All-Cash Home Buys Have Pros and Cons

All-Cash Home Buys Have Pros and Cons

PHOTO BY ROBERT VENTE

Two of 11 recent offers received on 2709 Alida were all-cash offers, but the buyer ultimately accepted a larger conventional offer.


The practice has become more common in the Bay Area but not as prevalent as you might think.

During the past few years, cash-only home sales in the East Bay often seemed like the rule and not the exception. But if you couldn’t pay some serious dollars for a home, you had to get really lucky. With that in mind, all cash offers are not created equally, and some are downright ludicrous.

“We recently sold a home listed in the $900K price range for well over its asking price,” said Richard Morrison of Berkeley’s Marvin Gardens Real Estate. “We got two cash offers out of 11 and ended up selling to a buyer who obtained a loan. The cash offers were just too low. It made better sense for our sellers.”

During the recession, when banks were on credit lockdown, it was difficult to obtain capital. So buyers with access to cash tended to win out, largely because of the disastrous mortgage meltdown.

It’s no surprise that the tech sector was partly behind this trend, a testament to the region’s thriving economic engine. But other investors, including overseas purchasers, were also more likely to pay cash, and lots of it, for homes in the East Bay, according to an analysis of Bay Area all-cash sales in the first half of 2015 by Pacific Union.

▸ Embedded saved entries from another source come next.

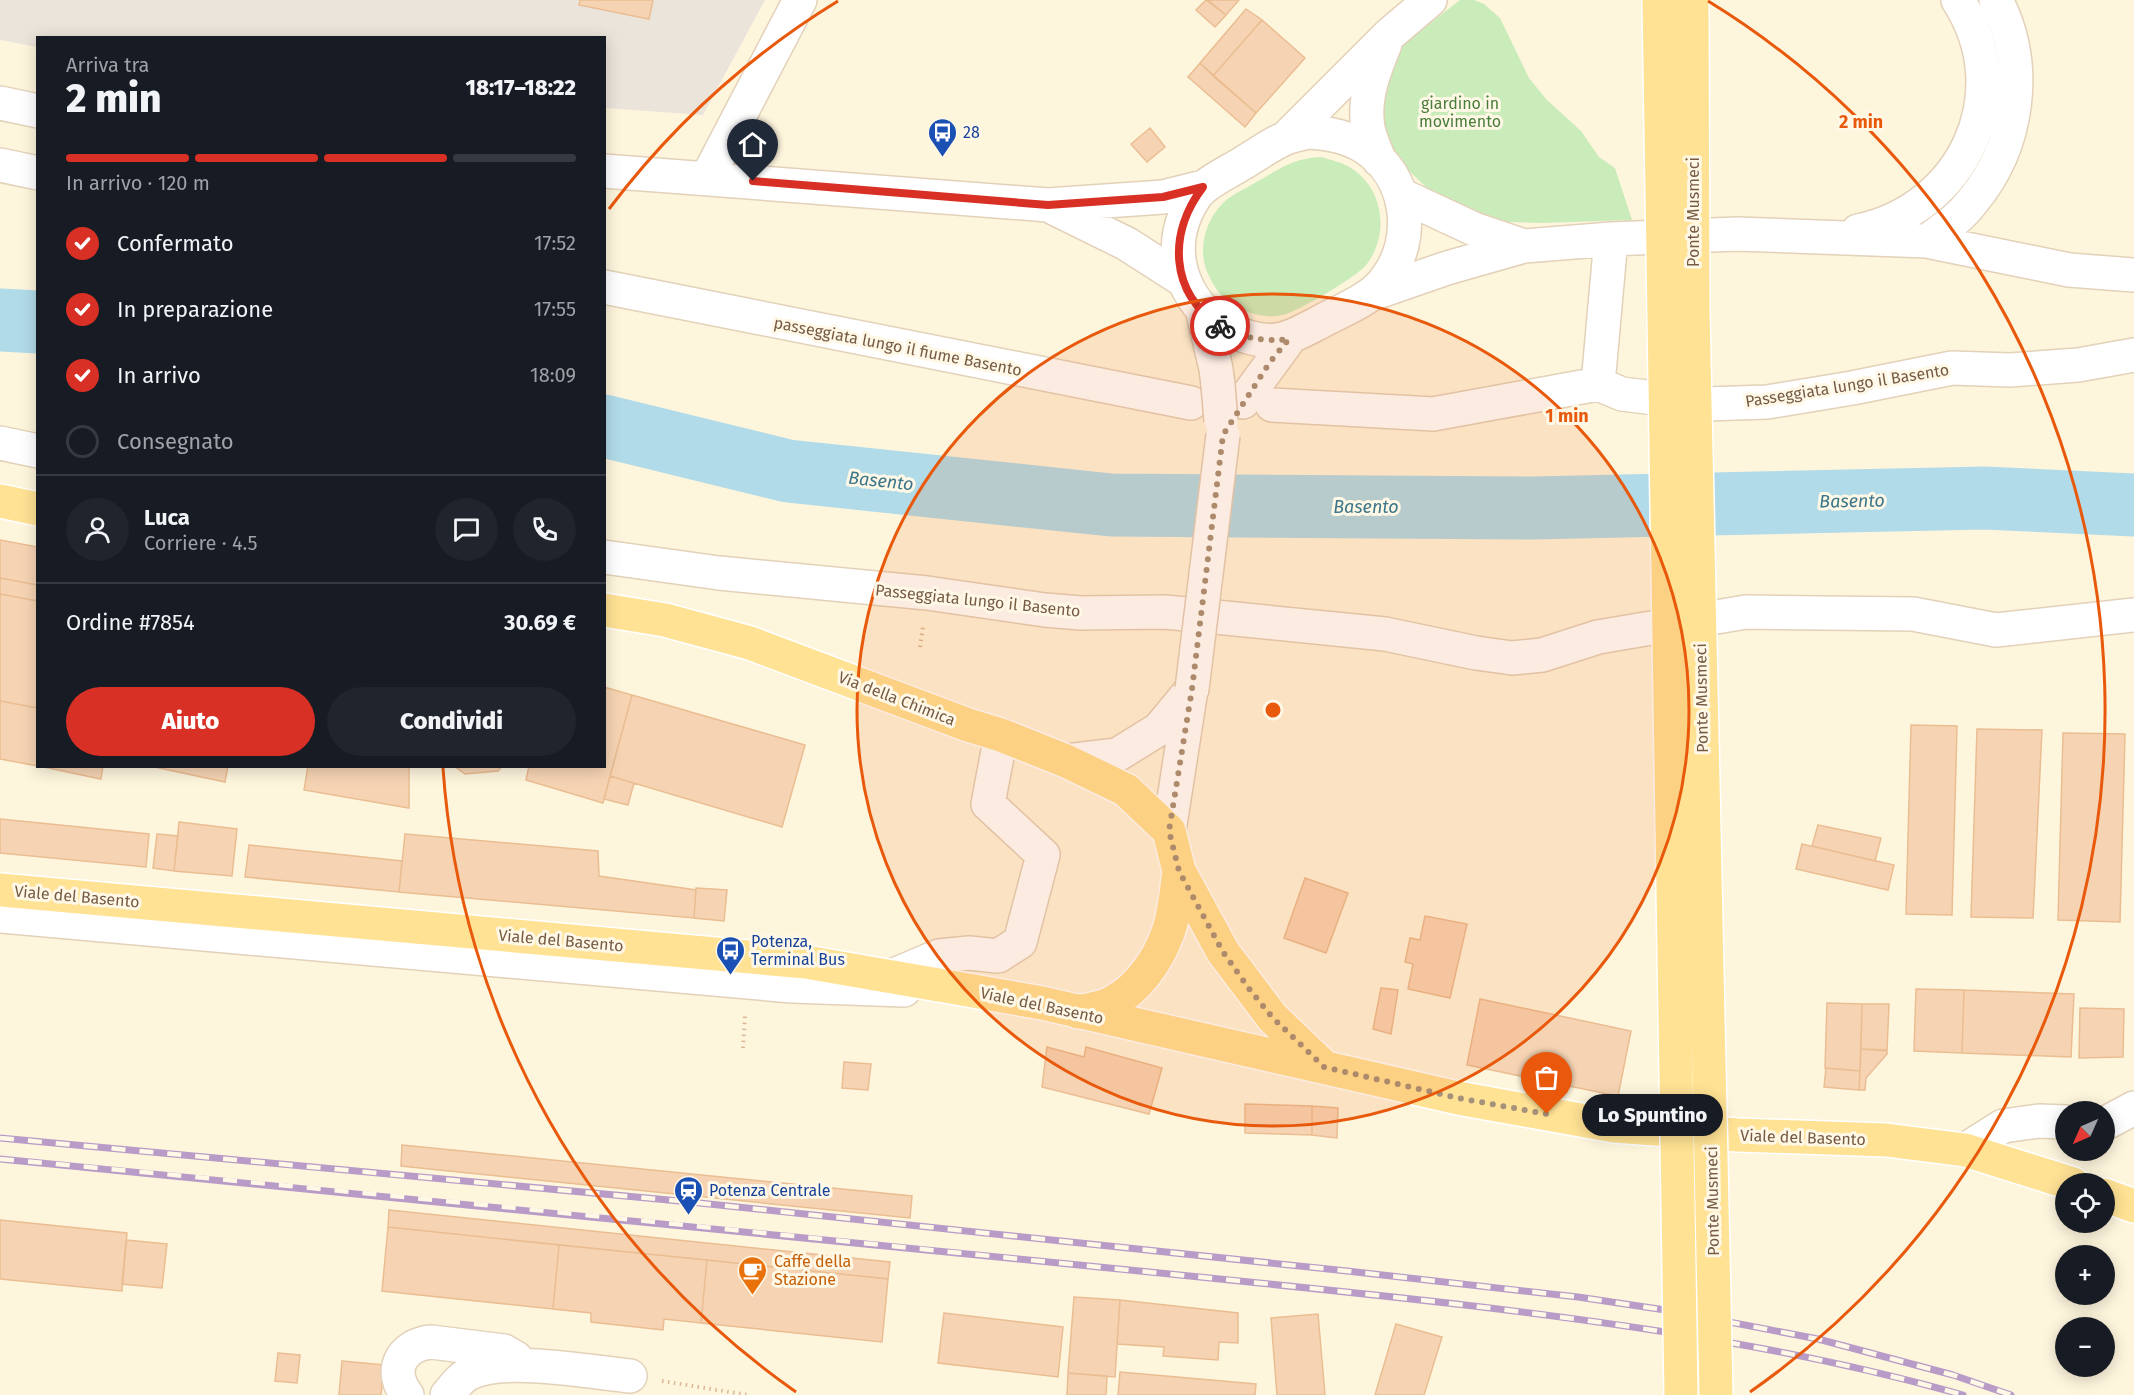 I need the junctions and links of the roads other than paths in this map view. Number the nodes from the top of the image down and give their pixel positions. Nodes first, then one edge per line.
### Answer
1 (800, 0) edge
2 (1430, 0) edge
3 (1659, 0) edge
4 (1692, 0) edge
5 (1958, 0) edge
6 (1996, 0) edge
7 (1390, 34) junction
8 (0, 103) edge
9 (36, 111) edge
10 (1286, 138) junction
11 (1379, 160) junction
12 (0, 165) edge
13 (606, 171) edge
14 (36, 173) edge
15 (707, 178) junction
16 (1203, 187) junction
17 (1401, 195) junction
18 (1048, 205) junction
19 (1836, 236) junction
20 (1611, 239) junction
21 (1928, 241) junction
22 (1524, 246) junction
23 (2134, 275) edge
24 (1183, 280) junction
25 (606, 287) edge
26 (1372, 294) junction
27 (1203, 313) junction
28 (1289, 339) junction
29 (2134, 355) edge
30 (1598, 384) junction
31 (1191, 403) dead end
32 (1272, 405) dead end
33 (1223, 435) junction
34 (0, 443) edge
35 (36, 451) edge
36 (0, 501) edge
37 (36, 509) edge
38 (606, 557) edge
39 (606, 610) edge
40 (2134, 615) edge
41 (1192, 689) junction
42 (1001, 735) junction
43 (1066, 761) junction
44 (1169, 831) junction
45 (1179, 871) junction
46 (0, 890) edge
47 (0, 916) edge
48 (892, 976) junction
49 (994, 993) junction
50 (1078, 1012) junction
51 (1324, 1067) junction
52 (2134, 1108) edge
53 (2115, 1118) edge
54 (2055, 1122) edge
55 (1965, 1150) junction
56 (2055, 1178) edge
57 (2115, 1199) edge
58 (2134, 1206) edge
59 (528, 1365) junction
60 (630, 1376) road end
61 (407, 1395) edge
62 (447, 1395) edge
63 (1681, 1395) edge
64 (1716, 1395) edge

1 - 15 street
2 - 7 street
3 - 63 main road, Ponte Musmeci, bridge
4 - 64 main road, Ponte Musmeci, bridge
5 - 19 street
6 - 21 street
7 - 10 street
7 - 11 street
8 - 9 street
10 - 11 street
10 - 16 street
11 - 17 street
12 - 14 street
13 - 15 street
15 - 18 street
16 - 18 street
16 - 24 street
17 - 22 street
17 - 26 street
18 - 24 street
19 - 20 street
19 - 21 street
20 - 22 street
20 - 30 street
21 - 23 street
22 - 26 street
24 - 27 street
25 - 31 street, passeggiata lungo il fiume Basento
26 - 28 street
27 - 28 street
27 - 33 street, bridge
28 - 33 street
29 - 30 street, Passeggiata lungo il Basento
30 - 32 street
33 - 41 street, bridge
34 - 35 street
36 - 37 main road
38 - 40 street, Passeggiata lungo il Basento
39 - 42 main road, Via della Chimica
41 - 43 street
41 - 44 street
42 - 43 main road, Via della Chimica
42 - 48 street
43 - 44 main road, Via della Chimica
44 - 45 main road
45 - 50 main road
45 - 51 main road
46 - 48 main road, Viale del Basento
47 - 49 street
48 - 49 main road, Viale del Basento
49 - 50 main road, Viale del Basento
50 - 51 main road, Viale del Basento
51 - 55 main road, Viale del Basento
52 - 53 street
54 - 55 street
55 - 56 main road, Viale del Basento
57 - 58 main road
59 - 60 street
59 - 61 street
59 - 62 street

Two-thirds of those buyers were purchasing their primary residence, while only about one quarter were acquiring a second home, this analysis found.

Evidence suggests that all-cash offers are on the wane, because of the economic weakness in China and the softening of the Bay Area tech sector.

“In my estimate, cash deals only make up about 30 percent of recent sales in the East Bay,” added Morrison. “It’s not as pervasive as people think.”

Throughout the San Francisco/Oakland metro area, analysts at Zillow put the percentage of all-cash sales closer to 20 percent due in part to the region’s massive price tags.

Zillow data from the first quarter of 2016 shows Bay Area real estate, where the median priced home averages $800,000, barely making it into the top 50 metros for cash-only transactions, ranking near the bottom at 46th. Compare that to the top five metros, all in Florida, in which the median home price is closer to $250,000. More than half of all real estate deals in these metro areas were made in all-cash transactions.

According to Zillow, domestic buyers purchasing with cash in the East Bay paid between $1.3 million and $1.7 million, while international buyers averaged $2.7 million. However, techies made up the big cash spenders with their median all-cash home purchases at $2.8 million.

In a highly competitive market, cash offers convenience, expediency, and lots of leverage. But if you do plan to make a cash offer, be sure it’s not of the insulting, lowball variety. Because in this market, anyone paying cash is also paying substantially for their new home.